Sun Sep 28, 2003 5:24 am
Girasole,
I left a comment on your Chinese Village Gallery page, but also wanted to respond directly to your request for constructive comment. It is hard for me to believe that you are new to photography -- if so, either you have had excellent instruction or you have great natural talent, perhaps a combination of both. Digital cameras offer you an advantage as well -- you can see your image on the spot and work to improve it with the next shot and so on. Your G3 is serving you well. I have used the G2 for a year, and now I am using the G5, which is basically your own G3 with a extra megapixel. You have an excellent tool to work with but as I tell my own photography students, cameras don't make pictures. Photographers do.
The colors in your Chinese Village Gallery make it the most striking of your galleries. The Miami Beach images are not as varied in content or as rich in color -- the key to those images would be in the detail. Unfortunately, you are too far away from those details to isolate and emphasize them. In architectural studies such as these, light should play a bigger role than you are able to accomplish here. Go back in early morning or late afternoon, get closer, and watch things happen with your details.

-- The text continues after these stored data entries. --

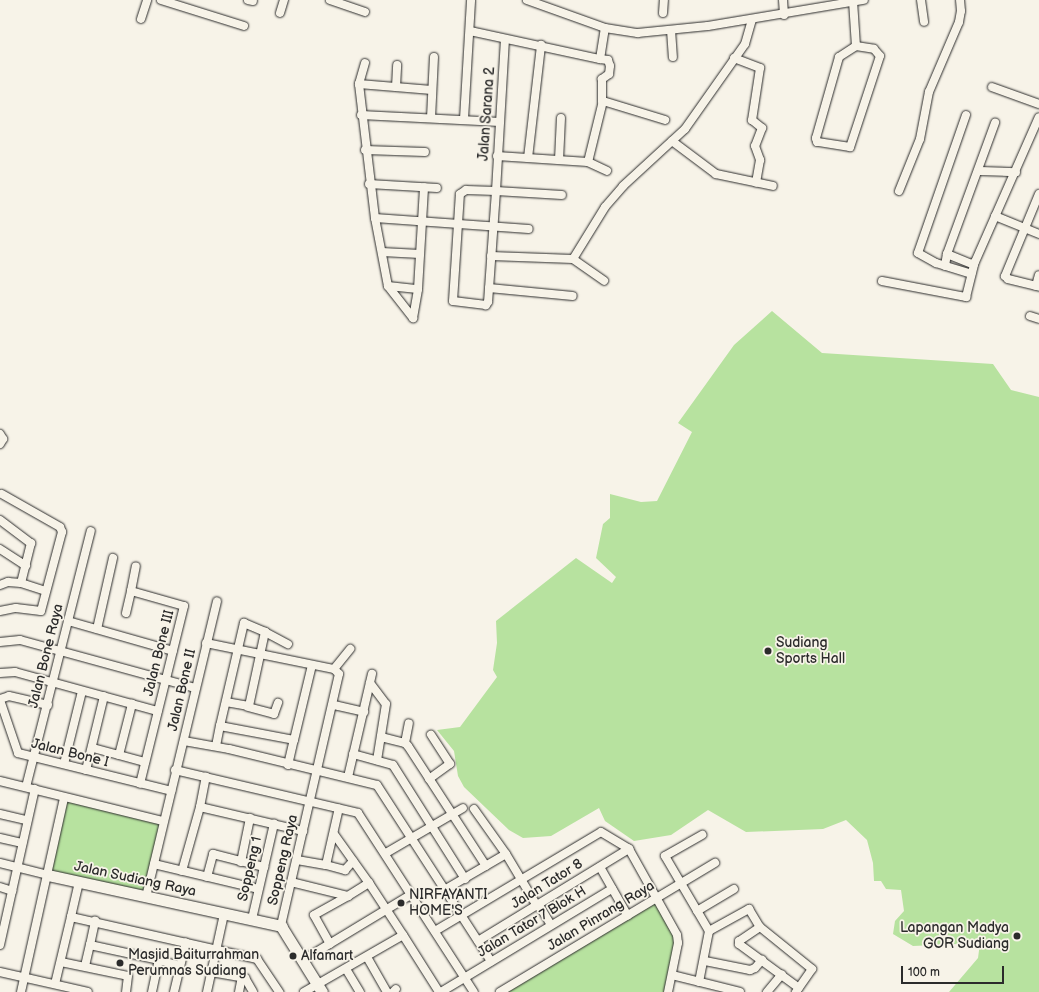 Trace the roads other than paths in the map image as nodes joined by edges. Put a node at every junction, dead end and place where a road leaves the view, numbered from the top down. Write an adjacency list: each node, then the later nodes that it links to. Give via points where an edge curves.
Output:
1 (147, 0): 19 (street)
2 (161, 0): 22 (street)
3 (284, 0): 16 (street)
4 (330, 0): 15 (street)
5 (471, 0): 24 (street)
6 (527, 0): 13 (street)
7 (664, 0): 17 (street)
8 (783, 0): 18 (street)
9 (864, 0): 12 (street)
10 (921, 0): 21 (street)
11 (960, 0): 66 (street, via 959,22 929,92 920,139)
12 (852, 1): 14 (street); 28 (street)
13 (541, 2): 23 (street)
14 (833, 3): 18 (street)
15 (365, 12)
16 (280, 13)
17 (663, 13)
18 (784, 15): 20 (street)
19 (141, 19)
20 (752, 19): 25 (street); 31 (street, via 745,44)
21 (924, 22)
22 (244, 26)
23 (605, 28): 25 (street, via 638,32); 32 (street)
24 (470, 30): 26 (street); 46 (street)
25 (671, 30): 30 (street)
26 (505, 39): 27 (street); 48 (street, Jalan Sarana 2)
27 (541, 45): 32 (street); 54 (street)
28 (856, 46): 28 (street, via 839,57 817,142 850,147 880,56 874,49)
29 (434, 57): 38 (street)
30 (673, 57)
31 (734, 58): 50 (street, via 685,129); 60 (street, via 760,68 752,120 762,128 755,146 760,160)
32 (600, 59): 39 (street, via 608,60 610,66 608,74 601,82)
33 (365, 63): 35 (street)
34 (397, 65): 36 (street)
35 (359, 84): 36 (street); 41 (street)
36 (396, 87): 38 (street)
37 (992, 87): 40 (street)
38 (432, 90): 44 (street)
39 (602, 102): 47 (street); 56 (street)
40 (1039, 104)
41 (361, 115): 44 (street); 51 (street)
42 (966, 115): 83 (street, via 918,253)
43 (1039, 117): 59 (street)
44 (431, 118): 46 (street)
45 (561, 118): 55 (street)
46 (464, 119): 48 (street)
47 (665, 120)
48 (500, 122): 53 (street, Jalan Sarana 2)
49 (996, 123): 58 (street)
50 (672, 141): 60 (street, via 716,174); 81 (street, via 623,186 605,207)
51 (365, 150): 52 (street); 61 (street)
52 (425, 152)
53 (497, 156): 54 (street); 65 (street, Jalan Sarana 2)
54 (528, 158): 55 (street)
55 (558, 160): 56 (street)
56 (588, 162): 57 (street)
57 (606, 171)
58 (980, 171): 59 (street); 79 (street)
59 (1016, 172): 69 (street)
60 (756, 183): 62 (street)
61 (370, 184): 63 (street); 70 (street)
62 (773, 186)
63 (424, 187): 64 (street); 71 (street)
64 (437, 188)
65 (496, 191): 68 (street); 72 (street, via 464,191 459,198); 73 (street, Jalan Sarana 2)
66 (899, 191)
67 (1039, 194): 74 (street)
68 (562, 196)
69 (996, 216): 74 (street); 82 (street)
70 (375, 218): 71 (street); 77 (street)
71 (423, 221): 72 (street); 78 (street)
72 (457, 223): 73 (street); 90 (street, Jalan Sarana 2, via 453,301 486,305)
73 (493, 225): 75 (street); 80 (street, Jalan Sarana 2)
74 (1026, 228): 76 (street); 89 (street, via 1005,276 1008,280)
75 (529, 229)
76 (1039, 234)
77 (382, 252): 78 (street); 88 (street)
78 (420, 254): 91 (street)
79 (947, 254): 82 (street); 83 (street)
80 (491, 256): 81 (street); 90 (street, Jalan Sarana 2)
81 (572, 259): 86 (street)
82 (974, 265): 84 (street)
83 (945, 266): 84 (street)
84 (970, 274): 87 (street, via 964,298)
85 (1039, 275): 89 (street)
86 (604, 281)
87 (882, 281)
88 (388, 286): 91 (street); 91 (street, via 413,318)
89 (1038, 286)
90 (489, 288): 92 (street)
91 (418, 289)
92 (573, 296)
93 (1030, 316): 94 (street)
94 (1039, 319)
95 (0, 434): 96 (street, via 3,439)
96 (0, 444)
97 (3, 493): 106 (street, via 62,529)
98 (0, 520): 102 (street, via 31,543)
99 (91, 531): 111 (street, Jalan Bone Raya)
100 (0, 549): 102 (street)
101 (114, 558): 112 (street)
102 (26, 566): 104 (street)
103 (136, 566): 107 (street)
104 (21, 583): 105 (street, via 8,582); 106 (street)
105 (0, 585)
106 (46, 591): 109 (street, via 38,612 16,608)
107 (131, 591): 110 (street); 119 (street, Jalan Bone III, via 184,606)
108 (218, 601): 115 (street, Jalan Bone II)
109 (0, 611)
110 (126, 613)
111 (68, 621): 112 (street); 118 (street, Jalan Bone Raya)
112 (97, 629): 119 (street)
113 (265, 632): 116 (street); 120 (street, via 244,623); 121 (street)
114 (0, 642): 118 (street, via 20,640)
115 (206, 643): 120 (street); 129 (street, Jalan Bone II)
116 (288, 644)
117 (350, 649): 123 (street)
118 (57, 651): 126 (street); 128 (street, Jalan Bone Raya)
119 (173, 651): 126 (street, Jalan Bone III)
120 (237, 651): 121 (street); 133 (street)
121 (260, 656): 122 (street); 138 (street)
122 (312, 664): 123 (street); 145 (street)
123 (334, 669): 137 (street, Soppeng Raya, via 340,678)
124 (0, 673): 128 (street, via 10,671)
125 (372, 674): 127 (street)
126 (166, 680): 129 (street); 139 (street, Jalan Bone III)
127 (370, 683): 140 (street); 144 (street, via 386,704)
128 (53, 684): 130 (street); 136 (street, Jalan Bone Raya)
129 (196, 688): 146 (street, Jalan Bone II)
130 (82, 691): 131 (street); 155 (street)
131 (104, 696): 135 (street); 149 (street)
132 (0, 699): 136 (street, via 9,696); 152 (street, Jalan Bone I, via 17,752)
133 (226, 702): 138 (street); 142 (street)
134 (278, 703): 138 (street, via 274,714)
135 (132, 704): 139 (street); 151 (street)
136 (48, 705): 152 (street, Jalan Bone Raya)
137 (334, 705): 140 (street); 159 (street, Soppeng Raya)
138 (248, 707)
139 (158, 711): 154 (street, Jalan Bone III)
140 (364, 712): 150 (street)
141 (409, 723): 147 (street)
142 (220, 726): 145 (street); 148 (street)
143 (432, 735): 162 (street, via 450,764)
144 (382, 737): 147 (street); 153 (street)
145 (294, 740): 156 (street)
146 (184, 741): 148 (street); 158 (street, Jalan Bone II)
147 (404, 743): 162 (street)
148 (216, 746): 156 (street)
149 (93, 748): 151 (street); 157 (street)
150 (353, 754): 153 (street); 161 (street)
151 (119, 755): 154 (street)
152 (34, 757): 155 (street, Jalan Bone I); 165 (street, Jalan Bone Raya)
153 (377, 760): 179 (street, via 393,765)
154 (145, 762): 164 (street, Jalan Bone III)
155 (64, 764): 157 (street, Jalan Bone I)
156 (288, 765): 159 (street)
157 (86, 770): 164 (street, Jalan Bone I)
158 (175, 770): 160 (street); 166 (street, Jalan Bone II)
159 (318, 772): 161 (street); 168 (street, Soppeng Raya)
160 (206, 777): 168 (street); 169 (street)
161 (348, 777): 184 (street, via 376,785)
162 (429, 779): 174 (street)
163 (0, 781): 165 (street)
164 (140, 784): 166 (street, Jalan Bone I)
165 (30, 788): 167 (street); 176 (street, Jalan Bone Raya)
166 (171, 788): 177 (street, Jalan Bone II)
167 (64, 798): 177 (street); 201 (street)
168 (311, 801): 170 (street); 180 (street, Soppeng Raya)
169 (200, 807): 175 (street); 200 (street)
170 (339, 808): 181 (street); 187 (street, via 358,813)
171 (463, 808): 174 (street)
172 (474, 809): 188 (street)
173 (0, 814): 176 (street)
174 (451, 814): 179 (street); 196 (street)
175 (250, 818): 178 (street); 191 (street)
176 (27, 820): 185 (street, Jalan Bone Raya)
177 (163, 821): 194 (street, Jalan Bone II)
178 (274, 824): 180 (street); 199 (street, Soppeng 1)
179 (431, 827): 184 (street); 203 (street)
180 (303, 831): 189 (street, Soppeng Raya)
181 (334, 834): 190 (street); 195 (street)
182 (702, 834): 208 (street, via 665,856)
183 (0, 838): 185 (street)
184 (413, 838): 187 (street); 211 (street)
185 (22, 843): 198 (street, Jalan Bone Raya)
186 (629, 849): 197 (street, Jalan Tator 8); 204 (street, via 600,832); 218 (street)
187 (386, 853): 215 (street)
188 (506, 854): 196 (street); 204 (street)
189 (297, 860): 195 (street); 206 (street, Soppeng Raya)
190 (353, 861): 195 (street, via 345,870); 207 (street)
191 (241, 862): 199 (street); 202 (street, via 212,854)
192 (0, 863): 198 (street)
193 (715, 863): 208 (street, Jalan Pinrang Raya)
194 (154, 864): 200 (street); 217 (street, Jalan Bone II)
195 (326, 865)
196 (486, 866): 203 (street)
197 (600, 866): 212 (street); 219 (street, Jalan Tator 8)
198 (18, 867): 201 (street); 214 (street, Jalan Bone Raya)
199 (264, 867): 210 (street, Soppeng 1)
200 (182, 871): 202 (street)
201 (48, 874): 205 (street, Jalan Sudiang Raya); 256 (street)
202 (207, 877): 210 (street)
203 (465, 878): 211 (street)
204 (522, 880): 219 (street); 223 (street)
205 (79, 882): 217 (street, Jalan Sudiang Raya); 225 (street)
206 (291, 882): 216 (street); 229 (street, Soppeng Raya)
207 (370, 883): 216 (street); 220 (street)
208 (680, 883): 218 (street, Jalan Pinrang Raya); 221 (street)
209 (0, 887): 214 (street)
210 (258, 889): 226 (street, Soppeng 1)
211 (446, 889): 223 (street)
212 (612, 889): 224 (street); 228 (street, Jalan Tator 7 Blok H)
213 (734, 889): 221 (street)
214 (12, 891): 237 (street, Jalan Bone Raya)
215 (412, 894): 220 (street); 231 (street)
216 (348, 896): 236 (street, via 314,914)
217 (146, 897): 222 (street, Jalan Sudiang Raya)
218 (655, 898): 224 (street, Jalan Pinrang Raya); 253 (street, via 678,939)
219 (538, 905): 228 (street); 234 (street, Jalan Tator 8)
220 (387, 909): 233 (street); 236 (street)
221 (697, 911): 232 (street)
222 (224, 914): 226 (street, Jalan Sudiang Raya); 239 (street)
223 (463, 915): 231 (street); 234 (street)
224 (628, 916): 275 (street, Jalan Pinrang Raya)
225 (71, 917): 227 (street); 246 (street)
226 (252, 920): 229 (street, Jalan Sudiang Raya)
227 (95, 921): 235 (street); 238 (street)
228 (551, 925): 244 (street, Jalan Tator 7 Blok H)
229 (281, 926): 242 (street)
230 (760, 927): 232 (street, via 748,908); 243 (street, via 738,942); 260 (street, via 812,969)
231 (435, 931): 255 (street)
232 (708, 931): 245 (street)
233 (403, 935): 240 (street); 273 (street)
234 (478, 941): 244 (street)
235 (186, 942): 239 (street); 248 (street)
236 (330, 944): 242 (street)
237 (0, 945)
238 (90, 945): 241 (street); 247 (street)
239 (216, 949): 251 (street); 269 (street, via 260,960)
240 (367, 957): 249 (street); 272 (street)
241 (159, 960): 248 (street); 264 (street)
242 (303, 960): 259 (street)
243 (762, 960): 245 (street, via 751,970); 252 (street)
244 (491, 961): 255 (street, Jalan Tator 7 Blok H)
245 (705, 961): 257 (street)
246 (60, 962): 247 (street); 258 (street)
247 (84, 966): 263 (street, via 128,976)
248 (180, 966): 265 (street)
249 (346, 969): 259 (street); 271 (street)
250 (0, 972): 256 (street)
251 (211, 972): 254 (street); 266 (street)
252 (782, 974): 260 (street); 278 (street)
253 (672, 975): 257 (street); 276 (street)
254 (242, 977): 267 (street); 268 (street)
255 (464, 977): 273 (street, Jalan Tator 7 Blok H); 274 (street)
256 (24, 978): 258 (street); 261 (street)
257 (699, 982): 277 (street)
258 (55, 984): 262 (street)
259 (319, 988): 270 (street)
260 (797, 990)
261 (21, 992)
262 (88, 992)
263 (126, 992)
264 (152, 992)
265 (174, 992)
266 (207, 992)
267 (239, 992)
268 (253, 992)
269 (279, 992)
270 (304, 992)
271 (360, 992)
272 (387, 992)
273 (440, 992)
274 (474, 992)
275 (500, 992)
276 (668, 992)
277 (740, 992)
278 (767, 992)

The most effective shots in your Italian gallery are the black and white image and the mime. Both of those pictures are simpler, more abstract and say more by showing less. (If you crop most of the street away in front of that mime, you will see a big improvement.)

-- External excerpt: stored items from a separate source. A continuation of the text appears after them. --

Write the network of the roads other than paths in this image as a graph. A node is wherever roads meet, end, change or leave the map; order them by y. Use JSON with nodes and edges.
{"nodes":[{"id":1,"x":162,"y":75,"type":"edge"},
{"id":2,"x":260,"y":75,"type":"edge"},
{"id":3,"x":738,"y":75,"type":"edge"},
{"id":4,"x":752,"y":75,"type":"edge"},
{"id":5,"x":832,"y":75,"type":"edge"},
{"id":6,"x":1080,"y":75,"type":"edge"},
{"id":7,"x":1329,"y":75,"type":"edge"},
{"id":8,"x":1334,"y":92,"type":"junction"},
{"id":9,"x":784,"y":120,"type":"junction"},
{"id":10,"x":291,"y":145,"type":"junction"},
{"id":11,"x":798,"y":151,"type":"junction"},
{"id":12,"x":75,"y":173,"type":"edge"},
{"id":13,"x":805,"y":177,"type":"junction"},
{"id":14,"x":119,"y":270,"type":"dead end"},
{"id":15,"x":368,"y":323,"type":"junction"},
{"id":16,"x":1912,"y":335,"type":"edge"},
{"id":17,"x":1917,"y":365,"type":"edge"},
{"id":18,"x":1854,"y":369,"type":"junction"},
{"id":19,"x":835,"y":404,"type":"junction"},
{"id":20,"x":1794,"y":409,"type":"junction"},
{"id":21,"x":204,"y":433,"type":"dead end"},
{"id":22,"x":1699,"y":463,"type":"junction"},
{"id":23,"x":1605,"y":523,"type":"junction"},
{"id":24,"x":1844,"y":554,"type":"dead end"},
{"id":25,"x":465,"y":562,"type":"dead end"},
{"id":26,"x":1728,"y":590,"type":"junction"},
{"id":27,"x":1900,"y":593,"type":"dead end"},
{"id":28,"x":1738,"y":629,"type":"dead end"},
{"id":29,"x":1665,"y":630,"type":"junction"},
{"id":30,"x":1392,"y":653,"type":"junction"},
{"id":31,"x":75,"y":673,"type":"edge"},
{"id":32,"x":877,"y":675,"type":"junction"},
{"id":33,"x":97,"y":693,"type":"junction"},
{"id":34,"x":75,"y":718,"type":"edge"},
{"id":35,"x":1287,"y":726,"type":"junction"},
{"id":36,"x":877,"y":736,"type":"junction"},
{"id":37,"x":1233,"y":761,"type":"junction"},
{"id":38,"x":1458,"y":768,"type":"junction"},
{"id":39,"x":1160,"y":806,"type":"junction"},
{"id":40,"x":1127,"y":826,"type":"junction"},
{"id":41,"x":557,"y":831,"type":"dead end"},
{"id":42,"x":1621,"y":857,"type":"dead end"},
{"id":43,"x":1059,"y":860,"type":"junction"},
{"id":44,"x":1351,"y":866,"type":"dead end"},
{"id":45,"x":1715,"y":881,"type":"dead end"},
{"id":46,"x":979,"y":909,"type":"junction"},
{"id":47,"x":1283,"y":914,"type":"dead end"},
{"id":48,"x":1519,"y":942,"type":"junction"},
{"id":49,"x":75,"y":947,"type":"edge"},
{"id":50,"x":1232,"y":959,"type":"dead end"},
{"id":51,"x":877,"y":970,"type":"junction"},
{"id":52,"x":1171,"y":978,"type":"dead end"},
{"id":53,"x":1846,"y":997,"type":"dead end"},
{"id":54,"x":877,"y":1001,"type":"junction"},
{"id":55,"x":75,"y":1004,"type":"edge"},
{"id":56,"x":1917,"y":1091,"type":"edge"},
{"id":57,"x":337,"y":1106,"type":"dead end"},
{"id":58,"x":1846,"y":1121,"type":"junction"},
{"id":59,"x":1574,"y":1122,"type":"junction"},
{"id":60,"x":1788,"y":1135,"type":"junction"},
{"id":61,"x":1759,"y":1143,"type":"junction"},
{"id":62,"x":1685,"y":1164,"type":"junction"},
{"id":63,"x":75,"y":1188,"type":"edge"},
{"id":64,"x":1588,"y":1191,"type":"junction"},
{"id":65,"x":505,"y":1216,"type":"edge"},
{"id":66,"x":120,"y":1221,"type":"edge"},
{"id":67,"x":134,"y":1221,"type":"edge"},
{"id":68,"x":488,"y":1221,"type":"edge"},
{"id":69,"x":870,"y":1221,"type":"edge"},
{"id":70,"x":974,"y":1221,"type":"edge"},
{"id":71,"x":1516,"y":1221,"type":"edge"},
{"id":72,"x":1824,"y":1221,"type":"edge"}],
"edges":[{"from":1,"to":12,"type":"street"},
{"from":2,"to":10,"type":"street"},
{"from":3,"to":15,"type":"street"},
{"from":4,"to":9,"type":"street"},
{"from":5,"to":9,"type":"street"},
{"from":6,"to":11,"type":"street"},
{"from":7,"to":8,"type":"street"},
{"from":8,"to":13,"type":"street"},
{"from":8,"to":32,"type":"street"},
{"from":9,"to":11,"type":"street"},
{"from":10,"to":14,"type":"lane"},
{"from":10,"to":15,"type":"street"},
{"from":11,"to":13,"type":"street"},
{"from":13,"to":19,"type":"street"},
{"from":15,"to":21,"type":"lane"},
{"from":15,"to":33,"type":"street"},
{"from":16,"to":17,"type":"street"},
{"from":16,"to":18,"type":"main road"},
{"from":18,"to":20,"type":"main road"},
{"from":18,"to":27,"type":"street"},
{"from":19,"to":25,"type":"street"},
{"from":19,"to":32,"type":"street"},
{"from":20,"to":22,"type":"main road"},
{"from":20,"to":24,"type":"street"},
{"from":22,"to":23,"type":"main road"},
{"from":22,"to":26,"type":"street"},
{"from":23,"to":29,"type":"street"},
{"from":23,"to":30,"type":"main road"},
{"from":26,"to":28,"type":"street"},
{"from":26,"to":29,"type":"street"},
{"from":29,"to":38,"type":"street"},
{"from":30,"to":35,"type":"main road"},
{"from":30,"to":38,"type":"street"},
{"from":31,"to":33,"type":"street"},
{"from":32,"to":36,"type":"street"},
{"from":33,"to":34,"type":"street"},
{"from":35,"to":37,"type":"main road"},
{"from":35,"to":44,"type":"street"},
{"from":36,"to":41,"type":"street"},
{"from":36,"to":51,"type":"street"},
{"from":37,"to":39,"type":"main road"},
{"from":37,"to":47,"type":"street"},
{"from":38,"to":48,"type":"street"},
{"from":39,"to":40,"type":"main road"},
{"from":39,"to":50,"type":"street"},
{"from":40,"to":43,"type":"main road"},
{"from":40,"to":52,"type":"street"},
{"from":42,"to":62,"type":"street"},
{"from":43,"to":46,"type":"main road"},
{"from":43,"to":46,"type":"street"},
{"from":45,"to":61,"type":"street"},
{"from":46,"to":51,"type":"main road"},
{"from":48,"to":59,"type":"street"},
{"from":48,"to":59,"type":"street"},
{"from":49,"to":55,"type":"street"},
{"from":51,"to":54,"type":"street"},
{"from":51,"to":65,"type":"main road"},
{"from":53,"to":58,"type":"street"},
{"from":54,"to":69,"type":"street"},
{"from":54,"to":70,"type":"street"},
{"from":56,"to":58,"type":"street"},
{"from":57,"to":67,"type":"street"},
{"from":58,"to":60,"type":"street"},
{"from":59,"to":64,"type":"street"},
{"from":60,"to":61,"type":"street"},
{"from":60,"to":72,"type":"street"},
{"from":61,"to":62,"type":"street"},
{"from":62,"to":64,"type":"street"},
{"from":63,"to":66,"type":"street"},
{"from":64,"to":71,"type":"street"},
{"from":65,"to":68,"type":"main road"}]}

Your nature images are pleasing to look at it, but some of them are a bit washed out -- learn how to use the spot meter in the G3 and use it to paint your pictures with light. Also use the cloudy white balance setting to warm up your pictures, even in sunlight.
If you want to discuss any particular image or comment at greater length, please always feel free to send me an email. And be sure to take a look at the nine gallery 'cyberbook' on expressive travel photography I've posted here on Pbase. In it, I discuss and illustrate a number of important concepts that should be useful to you. Good luck, Girasole, in your adventures in photography.